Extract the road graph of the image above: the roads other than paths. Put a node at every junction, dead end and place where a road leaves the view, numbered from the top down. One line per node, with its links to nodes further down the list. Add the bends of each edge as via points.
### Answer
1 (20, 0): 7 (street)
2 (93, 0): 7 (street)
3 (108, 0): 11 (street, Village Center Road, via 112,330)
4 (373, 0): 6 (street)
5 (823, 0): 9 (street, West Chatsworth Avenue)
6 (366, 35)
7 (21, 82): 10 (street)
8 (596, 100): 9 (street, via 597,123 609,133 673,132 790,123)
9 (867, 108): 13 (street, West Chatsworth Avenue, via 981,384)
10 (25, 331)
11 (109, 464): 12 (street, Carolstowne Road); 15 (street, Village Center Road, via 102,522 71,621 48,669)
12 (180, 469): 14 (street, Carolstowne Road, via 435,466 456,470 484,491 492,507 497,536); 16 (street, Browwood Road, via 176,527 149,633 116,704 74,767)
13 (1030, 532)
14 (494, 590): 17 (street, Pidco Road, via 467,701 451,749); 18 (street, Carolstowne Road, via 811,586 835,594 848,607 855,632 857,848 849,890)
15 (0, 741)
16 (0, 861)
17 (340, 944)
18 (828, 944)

___

A complete, exact repeat of the records is the required answer.

Extract the road graph of the image above: the roads other than paths. Put a node at every junction, dead end and place where a road leaves the view, numbered from the top down. One line per node, with its links to nodes further down the list. Add the bends of each edge as via points.
### Answer
1 (20, 0): 7 (street)
2 (93, 0): 7 (street)
3 (108, 0): 11 (street, Village Center Road, via 112,330)
4 (373, 0): 6 (street)
5 (823, 0): 9 (street, West Chatsworth Avenue)
6 (366, 35)
7 (21, 82): 10 (street)
8 (596, 100): 9 (street, via 597,123 609,133 673,132 790,123)
9 (867, 108): 13 (street, West Chatsworth Avenue, via 981,384)
10 (25, 331)
11 (109, 464): 12 (street, Carolstowne Road); 15 (street, Village Center Road, via 102,522 71,621 48,669)
12 (180, 469): 14 (street, Carolstowne Road, via 435,466 456,470 484,491 492,507 497,536); 16 (street, Browwood Road, via 176,527 149,633 116,704 74,767)
13 (1030, 532)
14 (494, 590): 17 (street, Pidco Road, via 467,701 451,749); 18 (street, Carolstowne Road, via 811,586 835,594 848,607 855,632 857,848 849,890)
15 (0, 741)
16 (0, 861)
17 (340, 944)
18 (828, 944)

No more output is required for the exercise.